Bamako - The bodies of eight Malian
soldiers killed in an ambush by suspected Islamist fighters last
week have been discovered in the West African nation's desert
north, a local lawmaker and army officer said on Monday.
The soldiers went missing a week ago after their convoy was
attacked on the road between the towns of Gao and Menaka.
"They were killed in the fighting last week ... There are
eight of them. I have two nephews who were killed," said Badian
Ag Hamatou, a member of parliament from Menaka. "They were
encircled by the jihadists."
A senior army officer, who asked not to be named, said a
team sent to the scene had been able to identify the bodies as
those of the missing soldiers. They were buried where they were
found, he said.
Malian soldiers are regularly targeted in attacks by
Islamist groups, some of them with links to al Qaeda.

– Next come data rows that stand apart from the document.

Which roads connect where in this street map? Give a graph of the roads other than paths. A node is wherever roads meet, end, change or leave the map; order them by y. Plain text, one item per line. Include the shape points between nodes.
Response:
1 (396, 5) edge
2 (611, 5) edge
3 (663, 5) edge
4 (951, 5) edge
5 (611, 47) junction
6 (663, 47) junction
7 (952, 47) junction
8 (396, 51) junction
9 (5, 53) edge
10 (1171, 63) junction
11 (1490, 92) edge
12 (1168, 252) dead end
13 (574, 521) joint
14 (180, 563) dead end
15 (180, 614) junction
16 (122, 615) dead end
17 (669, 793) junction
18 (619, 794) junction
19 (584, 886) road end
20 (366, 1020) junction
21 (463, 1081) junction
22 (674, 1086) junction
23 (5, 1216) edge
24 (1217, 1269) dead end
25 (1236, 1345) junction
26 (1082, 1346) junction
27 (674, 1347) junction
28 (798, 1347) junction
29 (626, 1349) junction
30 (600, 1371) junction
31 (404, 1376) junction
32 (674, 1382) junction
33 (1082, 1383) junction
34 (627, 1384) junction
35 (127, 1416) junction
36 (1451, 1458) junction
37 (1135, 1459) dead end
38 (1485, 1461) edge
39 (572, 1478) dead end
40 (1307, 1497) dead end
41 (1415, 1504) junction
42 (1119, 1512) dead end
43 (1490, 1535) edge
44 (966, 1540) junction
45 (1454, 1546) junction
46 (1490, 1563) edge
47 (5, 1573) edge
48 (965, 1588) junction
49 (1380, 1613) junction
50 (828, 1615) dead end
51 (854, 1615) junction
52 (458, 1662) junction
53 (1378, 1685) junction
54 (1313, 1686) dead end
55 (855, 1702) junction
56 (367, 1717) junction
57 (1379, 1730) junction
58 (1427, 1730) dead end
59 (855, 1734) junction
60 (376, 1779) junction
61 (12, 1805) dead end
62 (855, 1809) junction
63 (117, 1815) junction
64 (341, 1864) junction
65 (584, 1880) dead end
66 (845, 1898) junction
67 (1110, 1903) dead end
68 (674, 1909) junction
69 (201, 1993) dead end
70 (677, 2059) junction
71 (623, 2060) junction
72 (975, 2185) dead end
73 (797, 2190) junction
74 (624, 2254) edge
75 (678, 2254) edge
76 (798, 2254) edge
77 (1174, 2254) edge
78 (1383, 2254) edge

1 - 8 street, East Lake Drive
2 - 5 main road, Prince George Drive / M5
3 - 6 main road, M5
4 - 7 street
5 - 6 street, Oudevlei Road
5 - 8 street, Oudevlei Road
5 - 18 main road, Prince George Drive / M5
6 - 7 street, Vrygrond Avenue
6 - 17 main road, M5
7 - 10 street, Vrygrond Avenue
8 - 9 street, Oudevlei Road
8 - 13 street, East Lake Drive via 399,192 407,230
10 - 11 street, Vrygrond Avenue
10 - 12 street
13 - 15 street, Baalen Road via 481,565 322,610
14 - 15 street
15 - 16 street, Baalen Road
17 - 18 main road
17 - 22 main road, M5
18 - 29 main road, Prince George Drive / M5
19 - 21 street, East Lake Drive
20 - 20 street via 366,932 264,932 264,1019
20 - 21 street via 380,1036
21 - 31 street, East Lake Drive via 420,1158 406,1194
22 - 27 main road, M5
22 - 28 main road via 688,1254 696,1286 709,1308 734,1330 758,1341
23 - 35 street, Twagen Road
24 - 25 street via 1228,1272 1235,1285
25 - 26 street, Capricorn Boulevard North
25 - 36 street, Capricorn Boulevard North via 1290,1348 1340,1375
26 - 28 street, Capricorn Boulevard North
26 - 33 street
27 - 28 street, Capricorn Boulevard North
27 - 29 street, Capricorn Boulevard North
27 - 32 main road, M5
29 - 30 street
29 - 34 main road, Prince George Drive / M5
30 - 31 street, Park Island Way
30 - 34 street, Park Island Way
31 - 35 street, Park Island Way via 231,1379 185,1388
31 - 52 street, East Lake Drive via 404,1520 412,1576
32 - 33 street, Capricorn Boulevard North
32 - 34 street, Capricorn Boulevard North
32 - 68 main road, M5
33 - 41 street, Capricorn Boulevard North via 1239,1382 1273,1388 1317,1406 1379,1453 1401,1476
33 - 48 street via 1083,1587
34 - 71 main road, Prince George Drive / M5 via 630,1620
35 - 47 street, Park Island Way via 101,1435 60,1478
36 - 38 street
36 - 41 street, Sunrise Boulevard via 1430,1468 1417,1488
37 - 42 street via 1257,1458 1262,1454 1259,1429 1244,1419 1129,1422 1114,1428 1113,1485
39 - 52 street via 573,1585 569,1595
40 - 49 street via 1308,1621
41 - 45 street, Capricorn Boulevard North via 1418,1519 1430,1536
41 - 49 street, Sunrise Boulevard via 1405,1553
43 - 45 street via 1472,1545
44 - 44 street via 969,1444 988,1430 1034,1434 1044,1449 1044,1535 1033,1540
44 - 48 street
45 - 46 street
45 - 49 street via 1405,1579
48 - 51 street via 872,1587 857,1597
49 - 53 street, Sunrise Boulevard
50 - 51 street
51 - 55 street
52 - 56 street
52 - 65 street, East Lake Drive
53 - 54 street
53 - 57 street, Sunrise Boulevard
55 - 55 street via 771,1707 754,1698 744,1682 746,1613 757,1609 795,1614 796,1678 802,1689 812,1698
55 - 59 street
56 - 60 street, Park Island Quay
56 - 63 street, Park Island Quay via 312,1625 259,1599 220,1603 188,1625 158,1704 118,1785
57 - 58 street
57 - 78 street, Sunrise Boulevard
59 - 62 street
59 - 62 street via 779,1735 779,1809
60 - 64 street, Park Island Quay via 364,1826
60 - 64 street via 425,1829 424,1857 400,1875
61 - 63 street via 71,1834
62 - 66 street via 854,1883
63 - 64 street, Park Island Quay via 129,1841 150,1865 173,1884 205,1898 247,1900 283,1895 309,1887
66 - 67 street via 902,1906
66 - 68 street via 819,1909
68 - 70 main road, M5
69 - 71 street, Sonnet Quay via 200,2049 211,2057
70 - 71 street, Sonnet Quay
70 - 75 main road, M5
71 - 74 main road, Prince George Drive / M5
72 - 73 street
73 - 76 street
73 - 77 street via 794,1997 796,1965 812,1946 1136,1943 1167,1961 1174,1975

Islamist fighters seized northern Mali in 2012 before they
were driven back by a French-led military intervention a year
later. But they remain active despite the presence of a U.N.
peacekeeping mission and a 4,000-troop cross-border French
operation to stamp them out.
Leaders of five countries in West Africa's Sahel region
launched a multinational force this month with a primary mission
of tackling the Islamist militants, who have spread their
violence beyond Mali's borders to neighbouring states.